Now if you call the usual svd defined by ITensor and you specify some truncation parameters like cutoff it will call your custom NDTensors.truncate! function. You should check this by adding a line like println("Calling my custom truncate function") and check that you see this printout.

Now you can edit this function as much as you like , and I believe you’ll have an easy time understanding it. It works by taking in a vector of p’s which are the squares of the singular values (so you can take the square root of these to get the original singular values) and then computes a “docut” value which is a real number specifying that the svd code should keep all singular values s_n if s_n > \text{docut}.

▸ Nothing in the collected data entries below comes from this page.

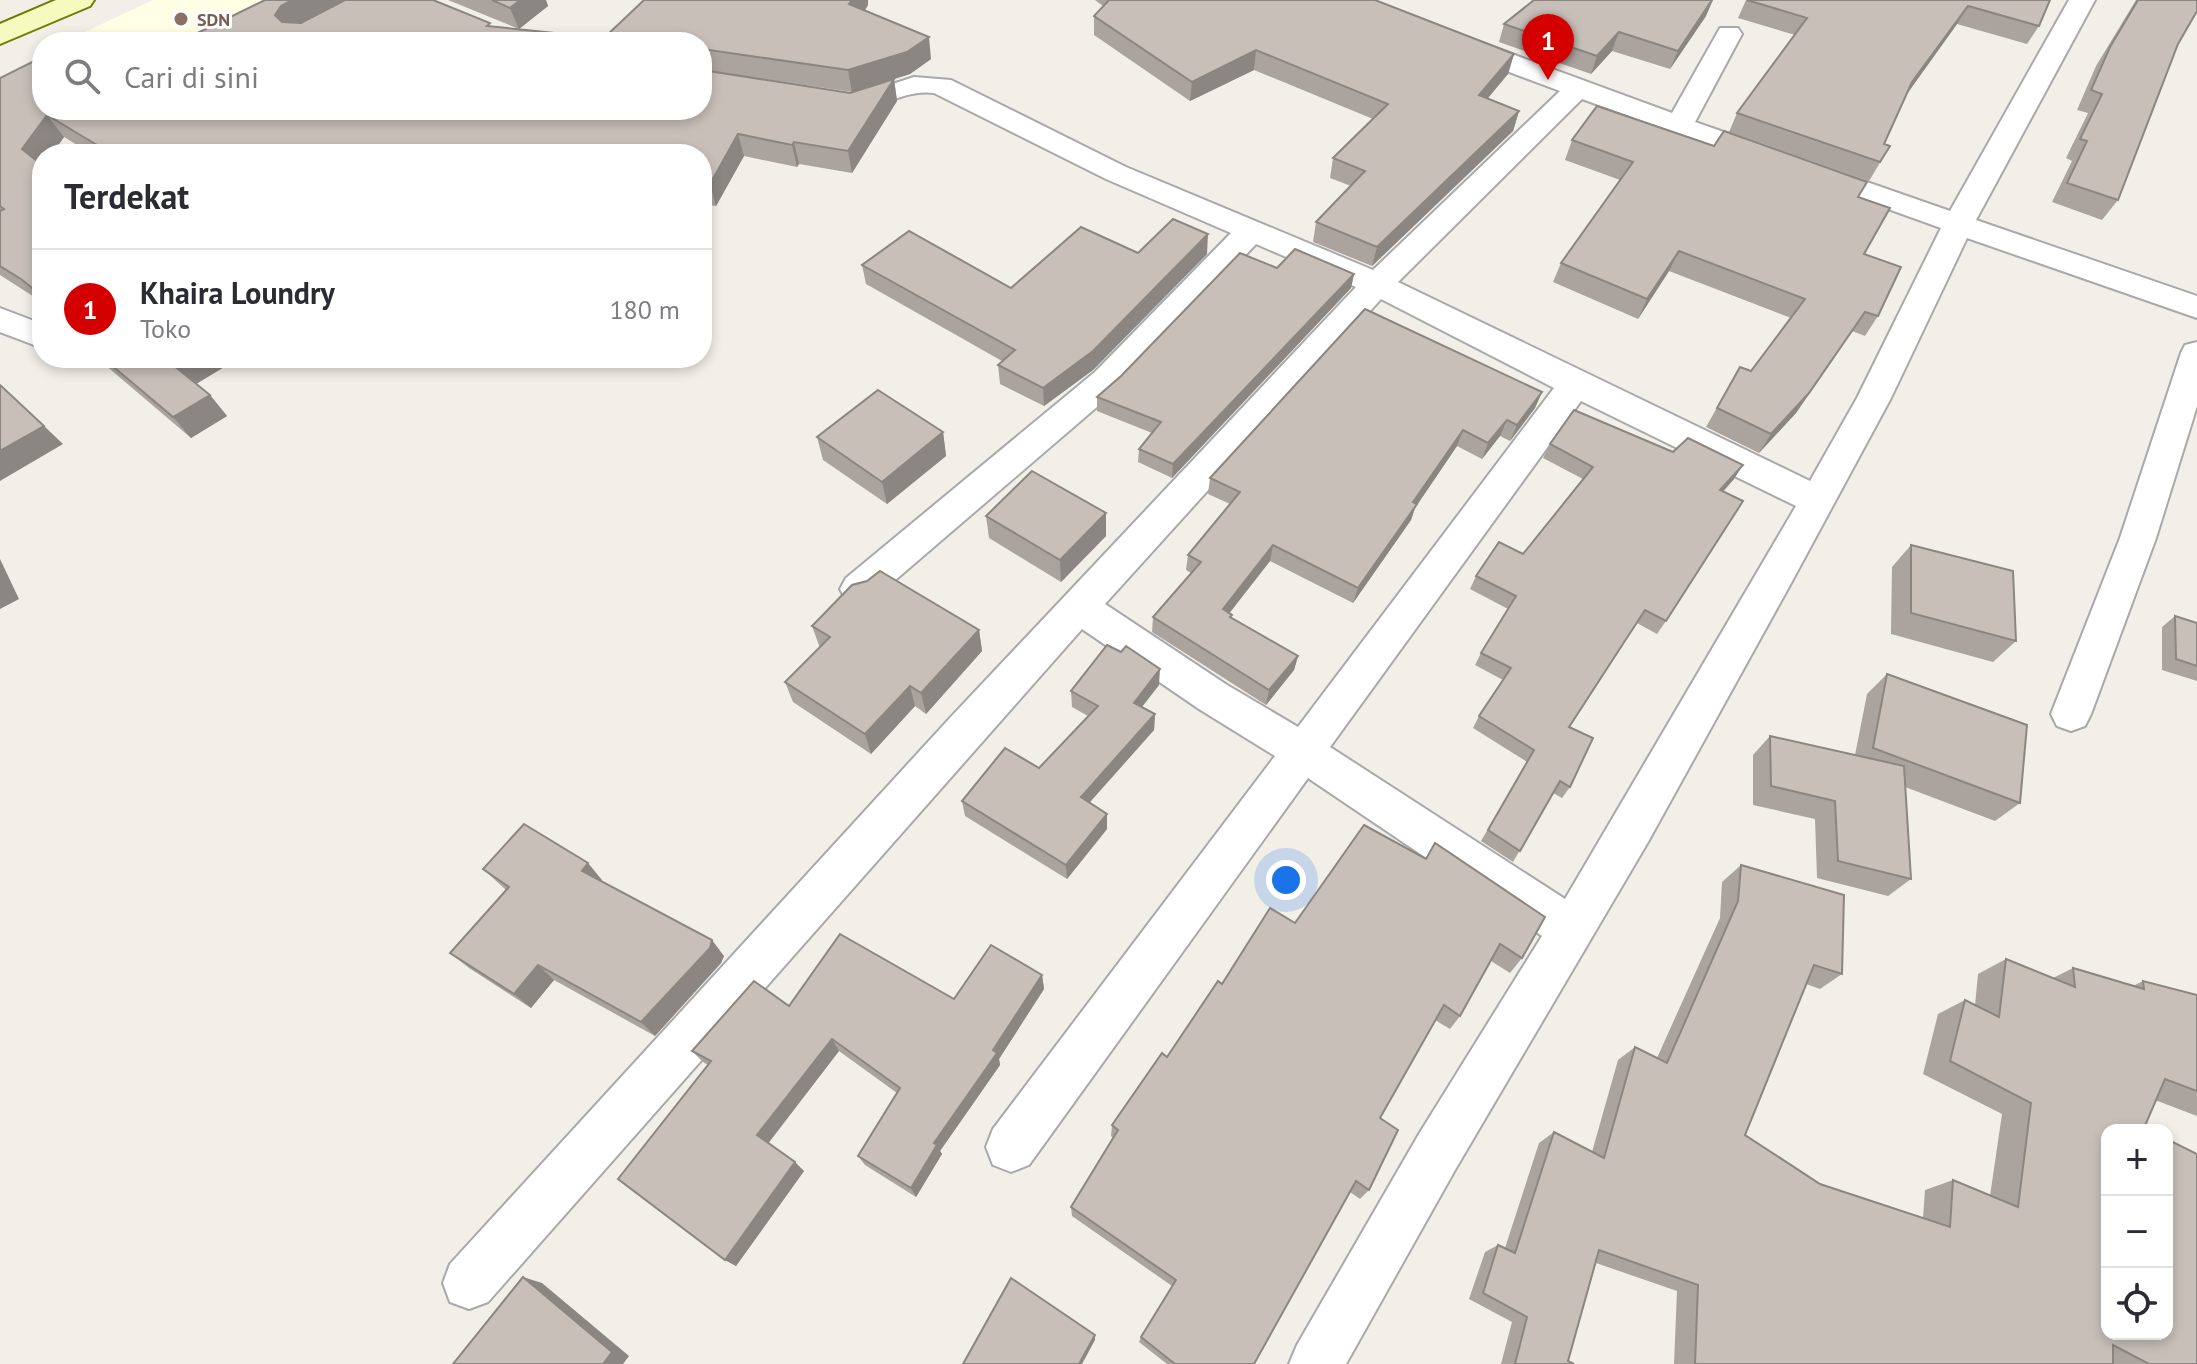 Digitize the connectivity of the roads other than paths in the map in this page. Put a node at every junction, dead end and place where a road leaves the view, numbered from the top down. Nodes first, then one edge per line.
1 (80, 0) edge
2 (2082, 0) edge
3 (1431, 32) edge
4 (1729, 34) dead end
5 (0, 35) edge
6 (1578, 88) junction
7 (818, 99) edge
8 (1679, 126) junction
9 (1958, 224) junction
10 (1252, 230) junction
11 (1377, 284) junction
12 (2197, 307) edge
13 (0, 319) edge
14 (32, 333) edge
15 (2197, 353) edge
16 (1575, 384) junction
17 (1817, 500) junction
18 (859, 589) edge
19 (1079, 606) junction
20 (2071, 714) dead end
21 (1302, 751) junction
22 (1571, 929) junction
23 (1011, 1147) dead end
24 (469, 1283) dead end
25 (1316, 1364) edge

1 - 5 street
2 - 9 street
3 - 6 street
4 - 8 street
6 - 8 street
6 - 11 street
7 - 10 street
8 - 9 street
9 - 12 street
9 - 17 street
10 - 11 street
10 - 18 street
11 - 16 street
11 - 19 street
13 - 14 street
15 - 20 street
16 - 17 street
16 - 21 street
17 - 22 street
19 - 21 street
19 - 24 street
21 - 22 street
21 - 23 street
22 - 25 street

You can see already in this code how we offer a use_absolute_cutoff mode which is almost what you were asking for, except it doesn’t normalize by dividing by the topmost singular value and it is defined in terms of the squared singular values (elements of the P vector).

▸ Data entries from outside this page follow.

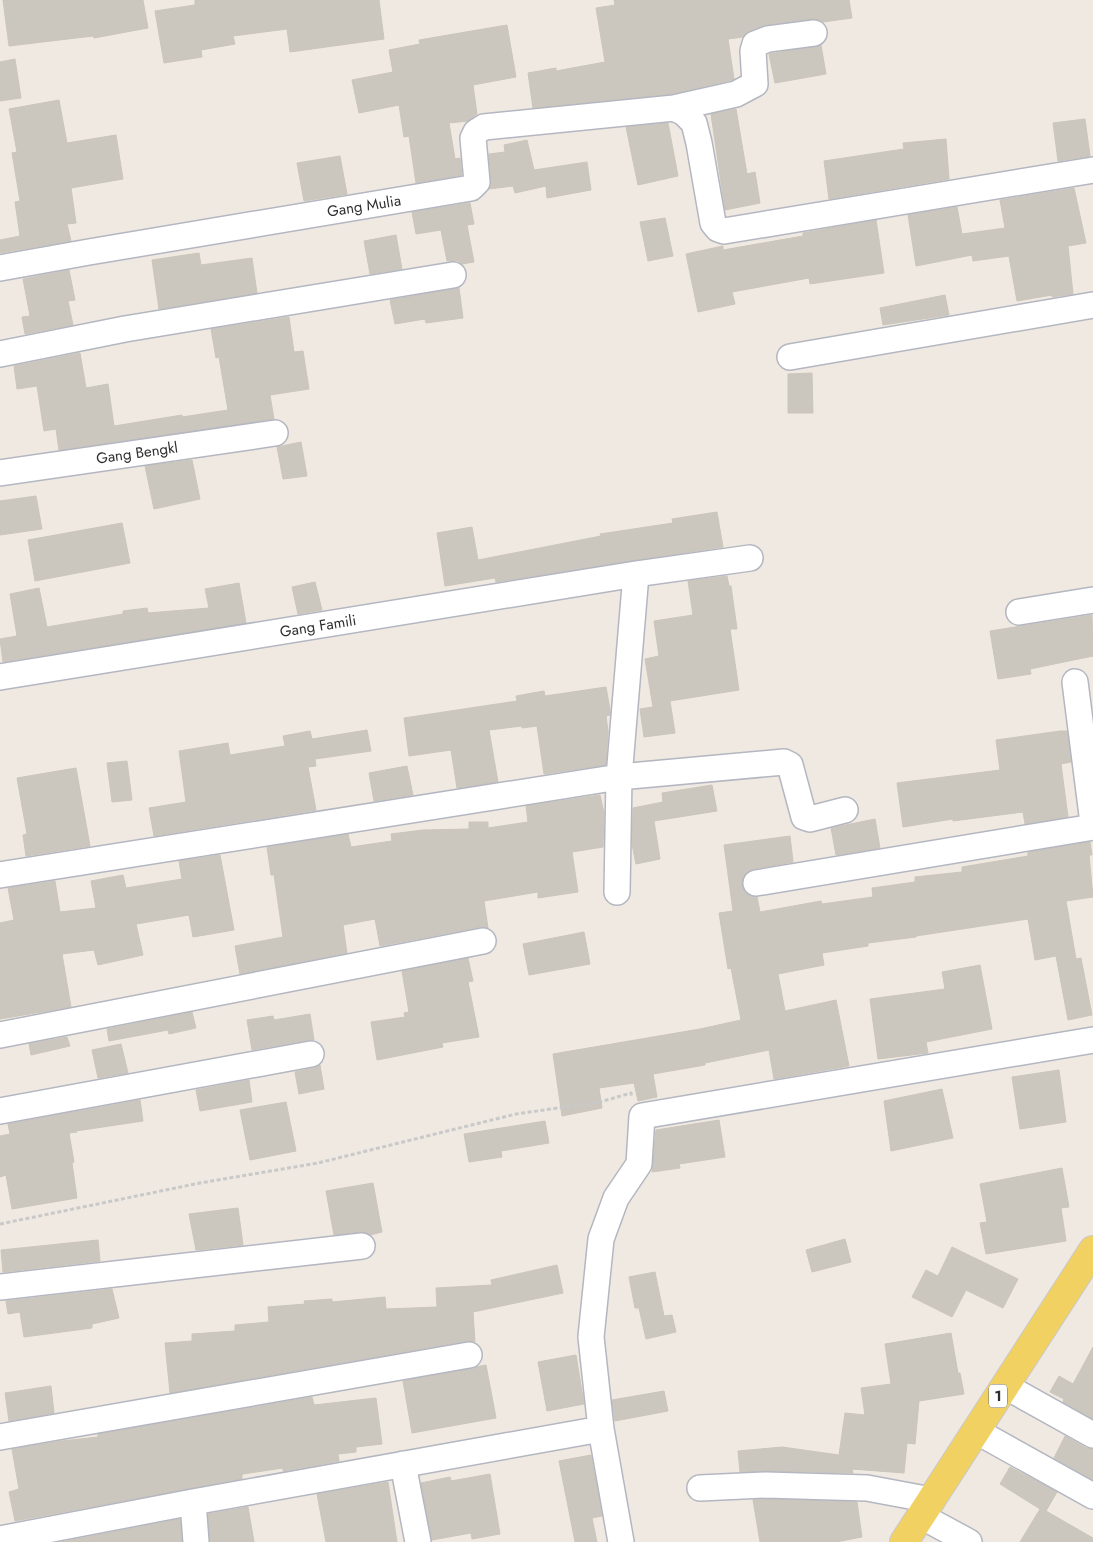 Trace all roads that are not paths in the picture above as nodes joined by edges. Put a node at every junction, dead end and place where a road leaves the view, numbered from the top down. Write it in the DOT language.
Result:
graph roads {
  1 [pos="814,33"];
  2 [pos="674,108"];
  3 [pos="1093,170"];
  4 [pos="1093,177"];
  5 [pos="0,268"];
  6 [pos="453,275"];
  7 [pos="1093,305"];
  8 [pos="0,354"];
  9 [pos="790,357"];
  10 [pos="275,433"];
  11 [pos="0,473"];
  12 [pos="750,558"];
  13 [pos="636,574"];
  14 [pos="1093,600"];
  15 [pos="1019,612"];
  16 [pos="0,677"];
  17 [pos="1074,682"];
  18 [pos="619,777"];
  19 [pos="845,810"];
  20 [pos="1093,823"];
  21 [pos="1093,827"];
  22 [pos="0,875"];
  23 [pos="756,882"];
  24 [pos="617,892"];
  25 [pos="484,941"];
  26 [pos="0,1035"];
  27 [pos="1093,1040"];
  28 [pos="311,1054"];
  29 [pos="0,1111"];
  30 [pos="362,1246"];
  31 [pos="1093,1250"];
  32 [pos="1086,1278"];
  33 [pos="0,1287"];
  34 [pos="469,1355"];
  35 [pos="1005,1386"];
  36 [pos="601,1429"];
  37 [pos="976,1431"];
  38 [pos="1093,1435"];
  39 [pos="0,1437"];
  40 [pos="403,1464"];
  41 [pos="700,1488"];
  42 [pos="1093,1496"];
  43 [pos="193,1502"];
  44 [pos="926,1508"];
  45 [pos="0,1539"];
  46 [pos="196,1542"];
  47 [pos="418,1542"];
  48 [pos="621,1542"];
  49 [pos="904,1542"];
  50 [pos="969,1542"];
  1 -- 2 [label="street"];
  2 -- 3 [label="street"];
  2 -- 5 [label="street, Gang Mulia"];
  3 -- 4 [label="street"];
  6 -- 8 [label="street"];
  7 -- 9 [label="street"];
  10 -- 11 [label="street, Gang Bengkl"];
  12 -- 13 [label="street, Gang Famili"];
  13 -- 16 [label="street, Gang Famili"];
  13 -- 18 [label="street"];
  14 -- 15 [label="street"];
  17 -- 20 [label="street"];
  18 -- 19 [label="street"];
  18 -- 22 [label="street"];
  18 -- 24 [label="street"];
  21 -- 23 [label="street"];
  25 -- 26 [label="street"];
  27 -- 36 [label="street"];
  28 -- 29 [label="street"];
  30 -- 33 [label="street"];
  31 -- 32 [label="main road, 1"];
  32 -- 35 [label="main road, 1"];
  34 -- 39 [label="street"];
  35 -- 37 [label="main road, 1"];
  35 -- 38 [label="street"];
  36 -- 40 [label="street"];
  36 -- 48 [label="street"];
  37 -- 42 [label="street"];
  37 -- 44 [label="main road, 1"];
  40 -- 43 [label="street"];
  40 -- 47 [label="street"];
  41 -- 44 [label="street"];
  43 -- 45 [label="street"];
  43 -- 46 [label="street"];
  44 -- 49 [label="main road, 1"];
  44 -- 50 [label="street"];
}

Thanks, this works great. In TEMPO this seems to provide a quadratic improvement in time complexity over the built-in relative cutoff.

The only issue I faced is that for a DenseTensor array you can’t extend the functionality easily as truncate isn’t passed all kwargs given when svd is called. This isn’t the case when svd is called with a BlockSparse input.

DenseTensor:

truncate!(
  P;
  mindim=mindim,
  maxdim=maxdim,
  cutoff=cutoff,
  use_absolute_cutoff=use_absolute_cutoff,
  use_relative_cutoff=use_relative_cutoff,
)

BlockSparse

truncate!(d; kwargs...)

The two behave a bit differently but if both behaved like the BlockSparse method then I could add functionality to truncate! without breaking existing/expected functionality.

Glad it works! And thanks for pointing out this asymmetry in how we handle the keyword args in the two cases. I’ve just submitted a PR to change the code to go ahead and pass kwargs... in both cases in the future.